And so…the adventure begins.
I’m sitting at a picnic table in Crater Lake National Park in my home state of Oregon this afternoon. It’s the start of a 3-week summer road trip that will take my wife and I away from the busyness of our day-to-day lives.
We’ve spent the last five days with our 12-year-old black lab, hiking, roaming, biking, napping, disconnecting from routine, and reconnecting with what’s important.
If I’m honest, the first few days of this trip have included moments of peace and quiet followed by spells of anxiety, thinking that I shouldn’t be taking this much time away from home.
And then I take a look at my surroundings and I’m consumed. Consumed by a much different sensation. Consumed by fresh mountain air. Consumed by a quiet hike along a river. Consumed by the beauty all around me. And consumed by…space.
Gaining a New Perspective
This morning I was reading from ‘The Obstacle Is The Way’ where the author concludes that one of the best ways to become present is to unplug.
Unplug from the ordinary. Step away from the normal routine to gain a fresh perspective.
My three-week adventure is on its fifth day and my perspective is slowly beginning to shift. For the most part, I’ve been removed from technology. I haven’t even been able to get a cell signal for the better part of the last several days.
While this trip is just getting under way, my perspective is changing to something much different. It seems that I’m more present, more able to see things as they really are.
And here’s what I already know:
Real reflection requires space and time. At home, I’m in my routine and trying to be as productive as I can. But this much space, this much time away, far removed from any demands save for a hike, rest, eat, and sleep, changes the way I think.
My determination this week has been to absorb my surroundings and enjoy the experience.

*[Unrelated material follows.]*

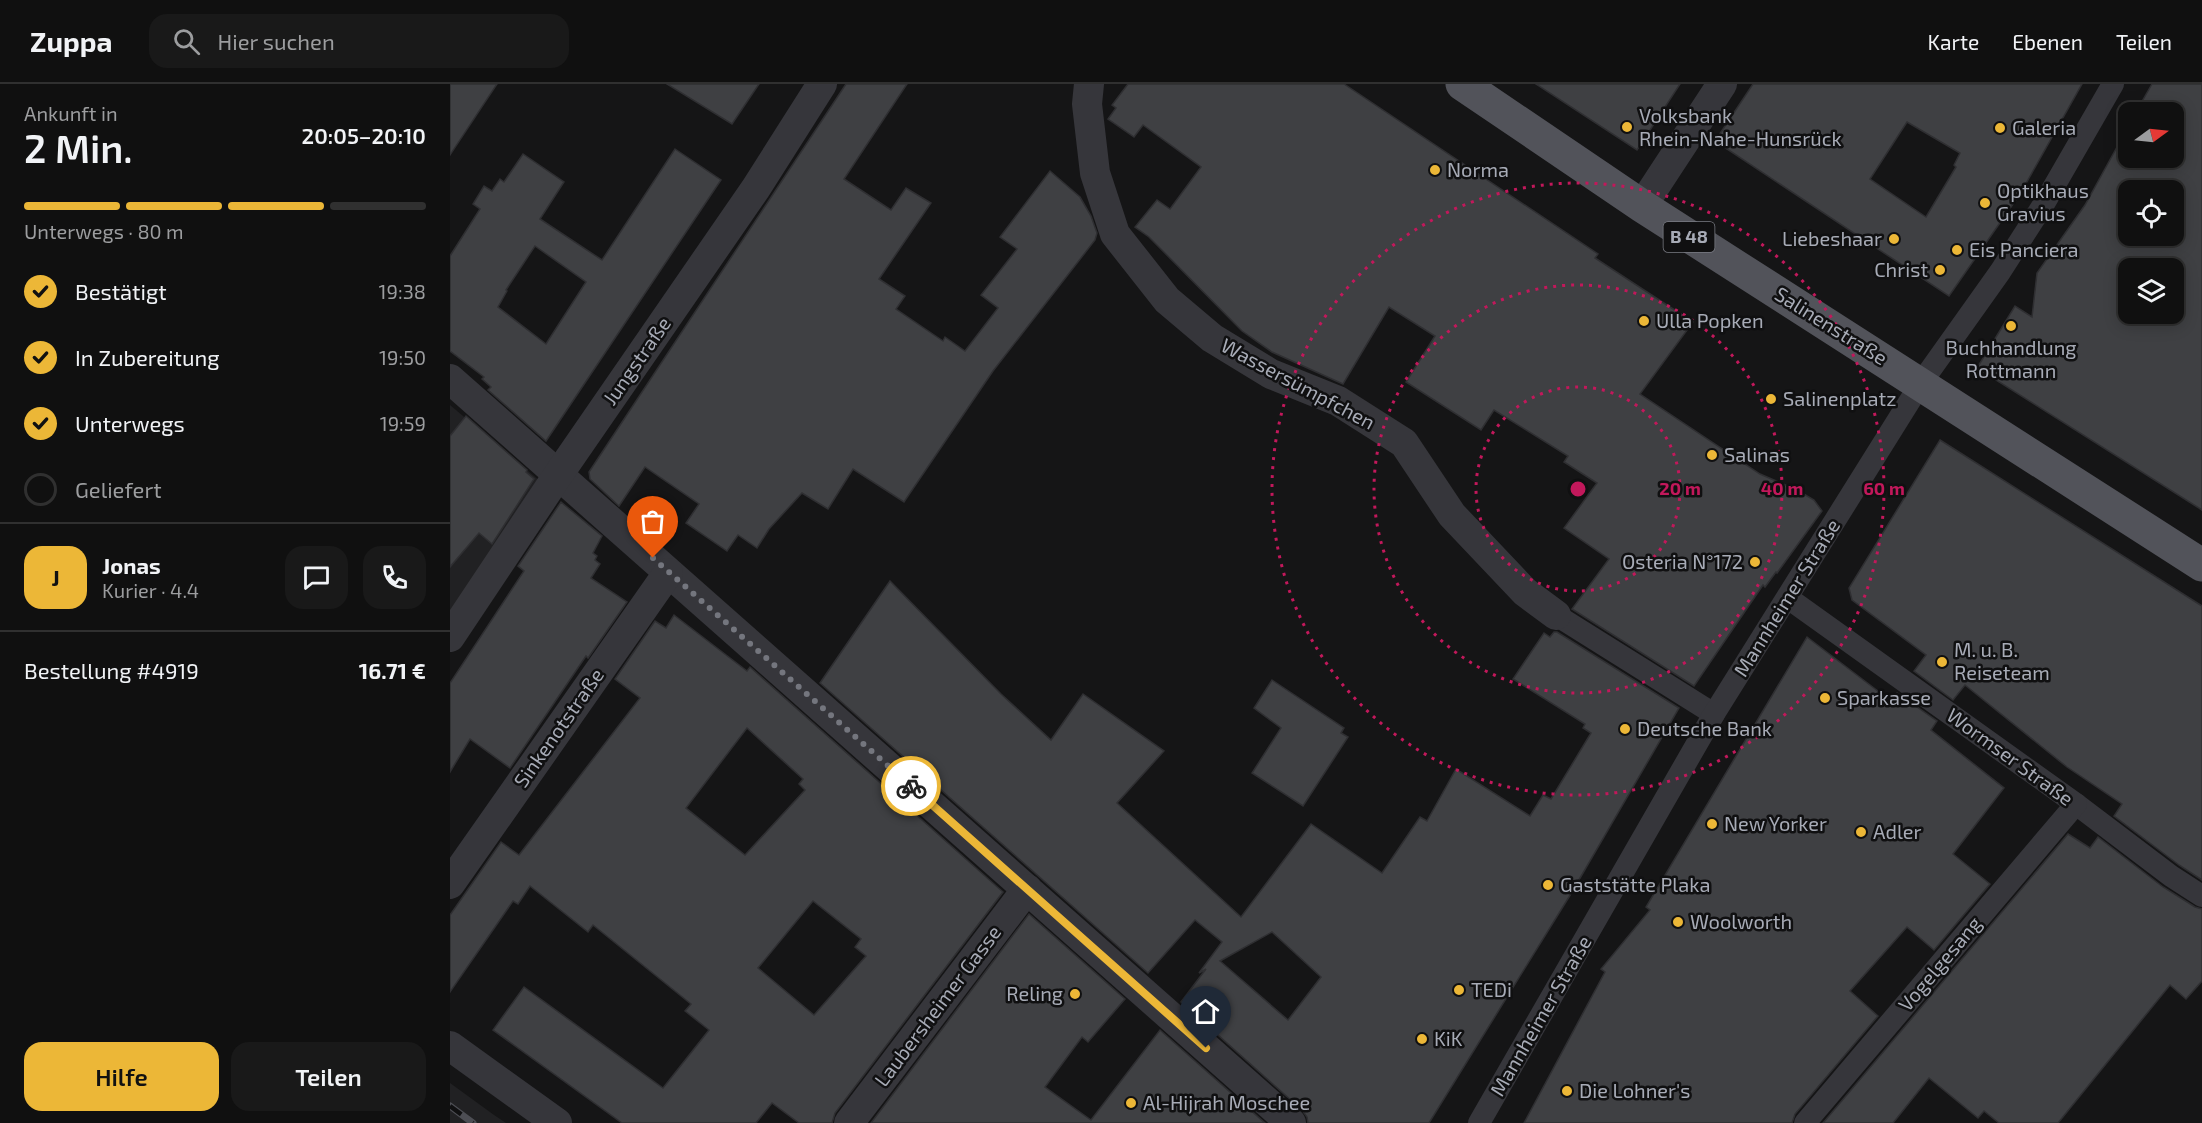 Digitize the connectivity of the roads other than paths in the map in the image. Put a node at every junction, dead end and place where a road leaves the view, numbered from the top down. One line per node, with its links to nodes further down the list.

My focus has shifted from sharp to softened and interestingly, it creates a different type of awareness. A softer focus allows more information in. It expands and amplifies everything, including how I want to live my life, how I want to serve, and how grateful I am for the opportunities I have.
Sure, everything about this trip ties to my broader mission as a husband, as an adventurer, but the mission today and yesterday and the day before was simple and had only to do with taking in the beauty of the mountains, lakes and rivers, one glance at a time, to reach a new campsite, or take in a new view.
What’s interesting to me, is that I’m not forcing anything to happen here. That isn’t the point. Instead, I’m allowing things to unfold one moment at a time. And I’m betting that I will count this among one of my most cherished accomplishments.
Question: When was the last time you unplugged from the ordinary and how did it change your perspective?